[Source records — start]

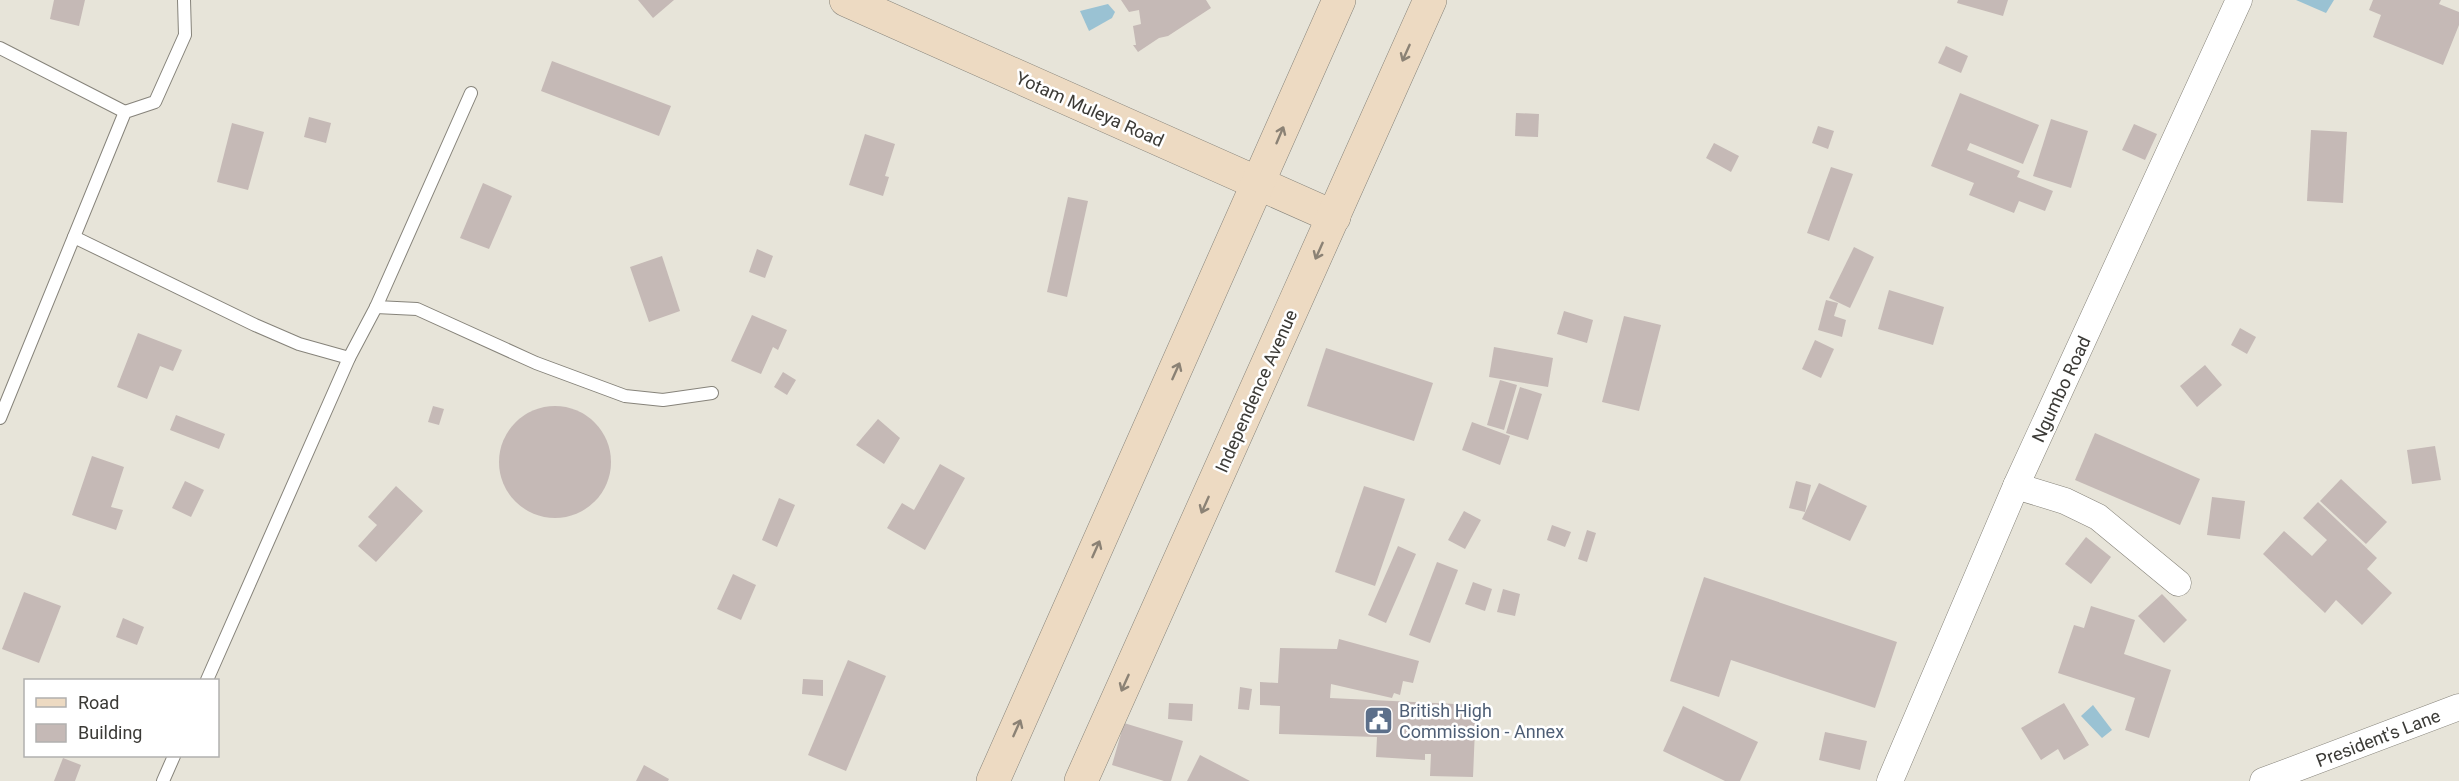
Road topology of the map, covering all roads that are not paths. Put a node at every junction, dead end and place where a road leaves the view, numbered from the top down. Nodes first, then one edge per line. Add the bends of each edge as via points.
1 (184, 0) edge
2 (846, 0) edge
3 (1339, 0) edge
4 (1430, 0) edge
5 (2239, 0) edge
6 (0, 48) edge
7 (471, 93) dead end
8 (125, 112) junction
9 (1260, 183) junction
10 (1334, 217) junction
11 (74, 237) junction
12 (376, 307) junction
13 (349, 358) junction
14 (712, 393) dead end
15 (0, 418) edge
16 (2016, 486) junction
17 (2178, 583) dead end
18 (208, 679) edge
19 (2459, 707) edge
20 (174, 757) edge
21 (163, 781) edge
22 (993, 781) edge
23 (1081, 781) edge
24 (1890, 781) edge
25 (2263, 781) edge

1 - 8 lane via 185,35 154,102
2 - 9 main road, Yotam Muleya Road
9 -> 3 main road
4 -> 10 main road, Independence Avenue
5 - 16 street, Ngumbo Road
6 - 8 lane
7 - 12 lane
8 - 11 lane
9 - 10 main road, Yotam Muleya Road
22 -> 9 main road
10 -> 23 main road, Independence Avenue
11 - 13 lane via 299,344
11 - 15 lane
12 - 13 lane
12 - 14 lane via 417,309 536,363 625,396 663,400
13 - 18 lane
16 - 17 street via 2065,501 2098,518
16 - 24 street, Ngumbo Road
19 - 25 street, President's Lane
20 - 21 lane

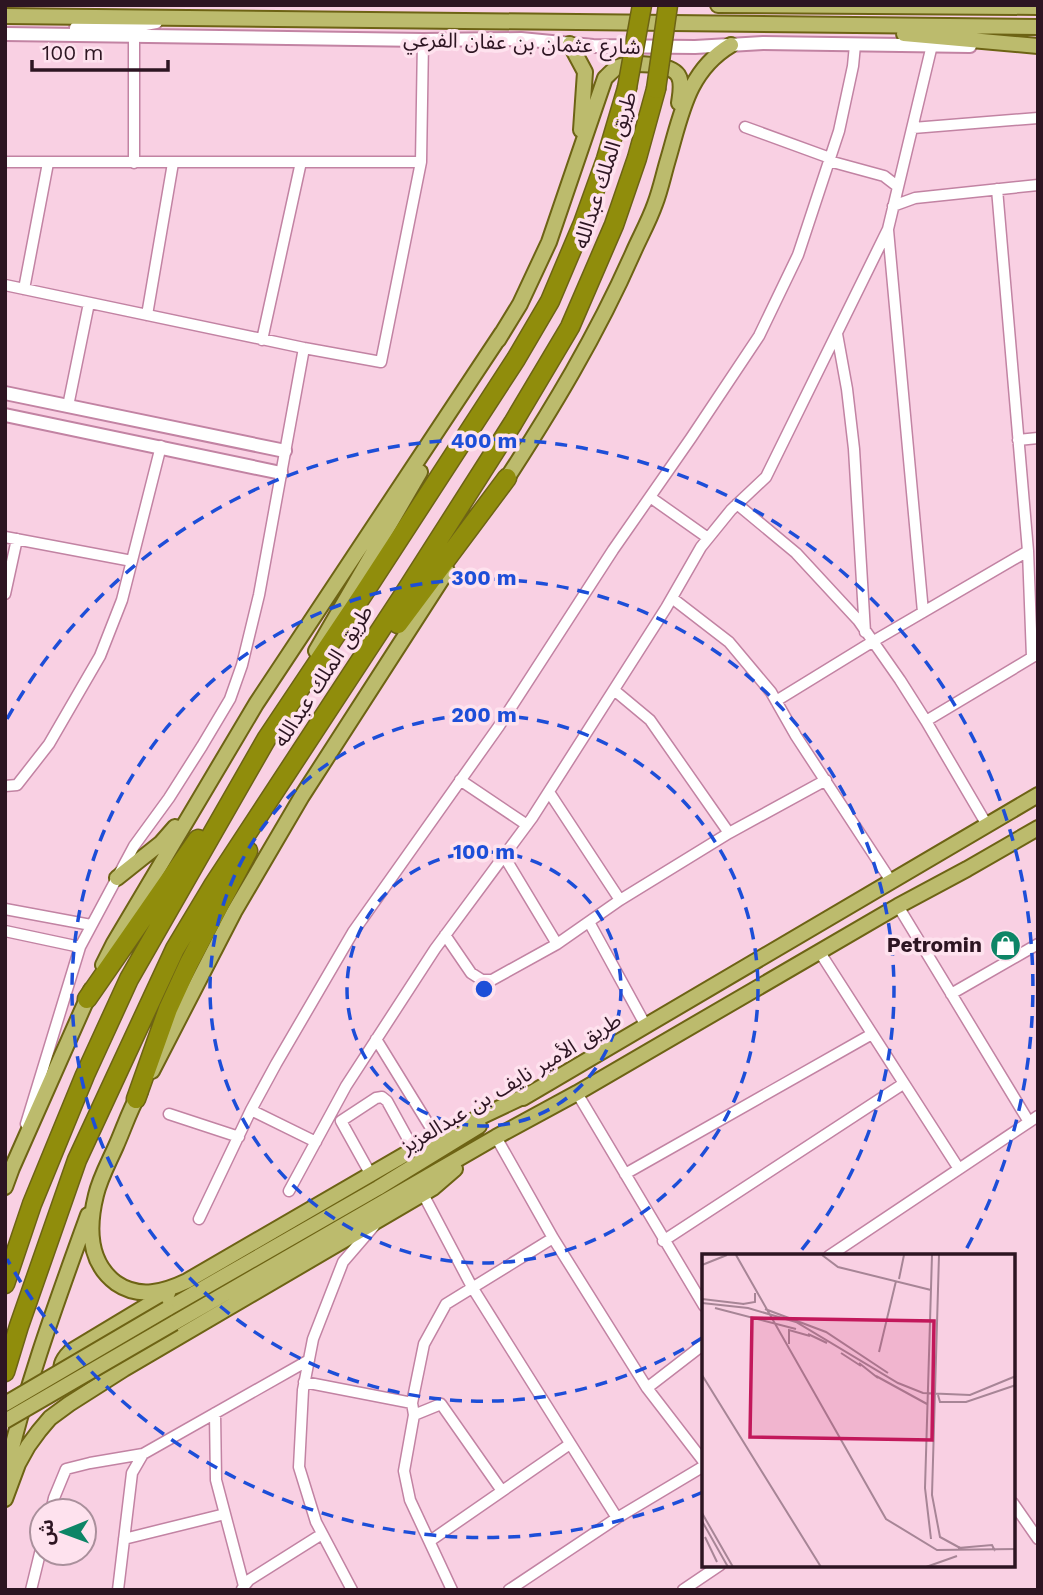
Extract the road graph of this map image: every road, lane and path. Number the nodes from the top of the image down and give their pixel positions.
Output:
1 (642, 5) edge
2 (668, 5) edge
3 (718, 5) edge
4 (738, 6) edge
5 (1038, 8) edge
6 (5, 16) edge
7 (180, 16) junction
8 (809, 25) junction
9 (1038, 27) edge
10 (6, 34) edge
11 (134, 36) junction
12 (423, 40) junction
13 (570, 44) junction
14 (730, 45) junction
15 (855, 45) junction
16 (932, 45) junction
17 (1038, 47) edge
18 (1038, 118) edge
19 (745, 127) dead end
20 (913, 128) junction
21 (673, 144) junction
22 (578, 155) junction
23 (830, 159) junction
24 (5, 162) edge
25 (301, 162) junction
26 (421, 162) junction
27 (48, 163) junction
28 (134, 163) junction
29 (173, 163) junction
30 (1038, 185) edge
31 (897, 186) junction
32 (997, 189) junction
33 (893, 206) junction
34 (888, 229) junction
35 (5, 285) edge
36 (24, 289) junction
37 (89, 303) junction
38 (147, 315) junction
39 (502, 333) junction
40 (837, 333) junction
41 (262, 340) junction
42 (304, 348) junction
43 (5, 393) edge
44 (68, 406) junction
45 (5, 415) edge
46 (1038, 438) edge
47 (1018, 440) junction
48 (162, 446) junction
49 (285, 451) junction
50 (281, 472) junction
51 (507, 478) junction
52 (650, 497) junction
53 (737, 504) junction
54 (5, 537) edge
55 (708, 538) junction
56 (17, 539) junction
57 (1028, 551) junction
58 (132, 561) junction
59 (5, 594) edge
60 (671, 598) junction
61 (923, 612) junction
62 (865, 632) junction
63 (872, 642) junction
64 (1035, 655) edge
65 (614, 690) junction
66 (776, 701) junction
67 (926, 721) junction
68 (267, 738) junction
69 (296, 760) junction
70 (460, 780) junction
71 (826, 780) junction
72 (5, 786) edge
73 (549, 792) junction
74 (1038, 795) edge
75 (197, 803) junction
76 (527, 825) junction
77 (987, 825) junction
78 (1038, 828) edge
79 (729, 833) junction
80 (504, 856) junction
81 (117, 878) junction
82 (891, 881) junction
83 (620, 901) junction
84 (898, 906) junction
85 (5, 909) edge
86 (589, 922) junction
87 (91, 925) junction
88 (5, 931) edge
89 (445, 935) junction
90 (557, 944) junction
91 (1038, 944) edge
92 (80, 947) junction
93 (819, 951) junction
94 (951, 994) junction
95 (87, 999) junction
96 (646, 1026) junction
97 (872, 1034) junction
98 (376, 1040) junction
99 (903, 1084) junction
100 (577, 1093) junction
101 (529, 1094) junction
102 (136, 1099) junction
103 (251, 1110) junction
104 (169, 1114) dead end
105 (1033, 1119) edge
106 (239, 1137) junction
107 (436, 1138) junction
108 (496, 1138) junction
109 (316, 1142) junction
110 (479, 1147) junction
111 (414, 1150) junction
112 (12, 1168) junction
113 (959, 1169) junction
114 (625, 1174) junction
115 (371, 1175) junction
116 (5, 1187) edge
117 (289, 1191) dead end
118 (96, 1194) junction
119 (423, 1194) junction
120 (199, 1219) dead end
121 (379, 1220) junction
122 (554, 1238) junction
123 (663, 1241) junction
124 (842, 1252) edge
125 (187, 1281) junction
126 (5, 1284) edge
127 (472, 1287) junction
128 (702, 1303) edge
129 (702, 1346) edge
130 (309, 1360) junction
131 (124, 1369) junction
132 (5, 1372) edge
133 (304, 1382) junction
134 (647, 1388) junction
135 (412, 1403) junction
136 (5, 1404) edge
137 (215, 1413) junction
138 (414, 1415) junction
139 (5, 1422) edge
140 (570, 1444) junction
141 (143, 1454) junction
142 (702, 1461) edge
143 (702, 1465) edge
144 (5, 1477) edge
145 (502, 1491) junction
146 (54, 1497) edge
147 (5, 1499) edge
148 (1015, 1506) edge
149 (225, 1514) junction
150 (617, 1518) junction
151 (322, 1534) junction
152 (124, 1539) junction
153 (1038, 1539) edge
154 (430, 1541) junction
155 (37, 1567) edge
156 (717, 1567) edge
157 (243, 1588) edge
158 (31, 1590) edge
159 (118, 1590) edge
160 (352, 1590) edge
161 (452, 1590) edge
162 (509, 1590) edge
163 (683, 1590) edge

1 - 68 highway, طريق الملك عبدالله, bridge
2 - 69 highway, طريق الملك عبدالله, bridge
3 - 4 main road
4 - 5 main road
6 - 7 main road
7 - 8 main road
7 - 10 main road
8 - 9 main road
8 - 17 main road
10 - 11 main road, شارع عثمان بن عفان الفرعي
11 - 12 main road, شارع عثمان بن عفان الفرعي
11 - 28 street
12 - 13 main road, شارع عثمان بن عفان الفرعي
12 - 26 street
13 - 14 main road, شارع عثمان بن عفان الفرعي
13 - 22 main road
14 - 15 main road, شارع عثمان بن عفان الفرعي
14 - 21 main road
15 - 16 main road, شارع عثمان بن عفان الفرعي
15 - 23 street
16 - 17 main road, شارع عثمان بن عفان الفرعي
16 - 20 street
18 - 20 street
19 - 23 street
20 - 31 street
21 - 22 main road
21 - 51 main road
22 - 39 main road
23 - 31 street
23 - 52 street
24 - 27 street
25 - 26 street
25 - 29 street
25 - 41 street
26 - 42 street
27 - 28 street
27 - 36 street
28 - 29 street
29 - 38 street
30 - 32 street
31 - 33 street
32 - 33 street
32 - 47 street
33 - 34 street
34 - 40 street
34 - 61 street
35 - 36 street
36 - 37 street
37 - 38 street
37 - 44 street
38 - 41 street
39 - 68 main road
39 - 75 main road
40 - 53 street
40 - 62 street
41 - 42 street
42 - 49 street
43 - 44 main road
44 - 49 main road
45 - 48 main road
46 - 47 street
47 - 57 street
48 - 50 main road
48 - 58 street
49 - 50 street
50 - 81 street
51 - 69 highway
51 - 102 main road
52 - 55 street
52 - 70 street
53 - 55 street
53 - 62 street
54 - 56 street
55 - 60 street
56 - 58 street
56 - 59 street
57 - 61 street
57 - 64 street
58 - 72 street
60 - 65 street
60 - 66 street
61 - 63 street
62 - 63 street
63 - 66 street
63 - 67 street
64 - 67 street
65 - 73 street
65 - 79 street
66 - 71 street
67 - 77 street
68 - 95 highway
68 - 126 highway, طريق الملك عبدالله
69 - 102 highway
69 - 132 highway, طريق الملك عبدالله
70 - 76 street
70 - 103 street
71 - 79 street
71 - 82 street
73 - 76 street
73 - 83 street
74 - 77 main road, طريق الأمير نايف بن عبدالعزيز
75 - 81 main road
75 - 95 main road
76 - 80 street
77 - 82 main road, طريق الأمير نايف بن عبدالعزيز
78 - 84 main road, طريق الأمير نايف بن عبدالعزيز
79 - 83 street
80 - 89 street
80 - 90 street
81 - 87 street
82 - 96 main road, طريق الأمير نايف بن عبدالعزيز
83 - 86 street
84 - 93 main road, طريق الأمير نايف بن عبدالعزيز
84 - 94 street
85 - 87 street
86 - 90 street
86 - 96 street
87 - 92 street
88 - 92 street
89 - 90 street
89 - 98 street
91 - 94 street
92 - 112 street
93 - 97 street
93 - 100 main road, طريق الأمير نايف بن عبدالعزيز
94 - 105 street
95 - 112 main road
96 - 101 main road, طريق الأمير نايف بن عبدالعزيز
97 - 99 street
97 - 114 street
98 - 107 street
98 - 109 street
99 - 113 street
99 - 123 street
100 - 108 main road, طريق الأمير نايف بن عبدالعزيز
100 - 114 street
101 - 107 main road
101 - 136 main road, طريق الأمير نايف بن عبدالعزيز, bridge
102 - 118 main road
103 - 106 street
103 - 109 street
104 - 106 street
105 - 113 street
106 - 120 street
107 - 111 main road
108 - 110 main road, طريق الأمير نايف بن عبدالعزيز
108 - 122 street
109 - 117 street
110 - 119 main road
110 - 139 main road, طريق الأمير نايف بن عبدالعزيز, bridge
111 - 115 main road
111 - 115 street
112 - 116 main road
113 - 124 street
114 - 123 street
115 - 125 main road
118 - 125 main road
118 - 144 main road
119 - 121 main road
119 - 127 street
121 - 130 street
121 - 131 main road
122 - 127 street
122 - 134 street
123 - 128 street
125 - 131 main road
127 - 135 street
127 - 140 street
129 - 134 street
130 - 133 street
130 - 137 street
131 - 147 main road
133 - 135 street
133 - 151 street
134 - 142 street
135 - 138 street
137 - 141 street
137 - 149 street
138 - 145 street
138 - 154 street
140 - 145 street
140 - 150 street
141 - 146 street
141 - 152 street
143 - 150 street
145 - 154 street
148 - 153 street
149 - 152 street
149 - 157 street
150 - 162 street
151 - 157 street
151 - 160 street
152 - 159 street
154 - 161 street
155 - 158 street
156 - 163 street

[Source records — finish]

__Exercise goal__. Give again, word for word, only the lines that run from the top of the data above through the line with "Extract the road". Drop the pictures.

__The answer__.
Road topology of the map, covering all roads that are not paths. Put a node at every junction, dead end and place where a road leaves the view, numbered from the top down. Nodes first, then one edge per line. Add the bends of each edge as via points.
1 (184, 0) edge
2 (846, 0) edge
3 (1339, 0) edge
4 (1430, 0) edge
5 (2239, 0) edge
6 (0, 48) edge
7 (471, 93) dead end
8 (125, 112) junction
9 (1260, 183) junction
10 (1334, 217) junction
11 (74, 237) junction
12 (376, 307) junction
13 (349, 358) junction
14 (712, 393) dead end
15 (0, 418) edge
16 (2016, 486) junction
17 (2178, 583) dead end
18 (208, 679) edge
19 (2459, 707) edge
20 (174, 757) edge
21 (163, 781) edge
22 (993, 781) edge
23 (1081, 781) edge
24 (1890, 781) edge
25 (2263, 781) edge

1 - 8 lane via 185,35 154,102
2 - 9 main road, Yotam Muleya Road
9 -> 3 main road
4 -> 10 main road, Independence Avenue
5 - 16 street, Ngumbo Road
6 - 8 lane
7 - 12 lane
8 - 11 lane
9 - 10 main road, Yotam Muleya Road
22 -> 9 main road
10 -> 23 main road, Independence Avenue
11 - 13 lane via 299,344
11 - 15 lane
12 - 13 lane
12 - 14 lane via 417,309 536,363 625,396 663,400
13 - 18 lane
16 - 17 street via 2065,501 2098,518
16 - 24 street, Ngumbo Road
19 - 25 street, President's Lane
20 - 21 lane

Extract the road graph of this map image: every road, lane and path. Number the nodes from the top of the image down and give their pixel positions.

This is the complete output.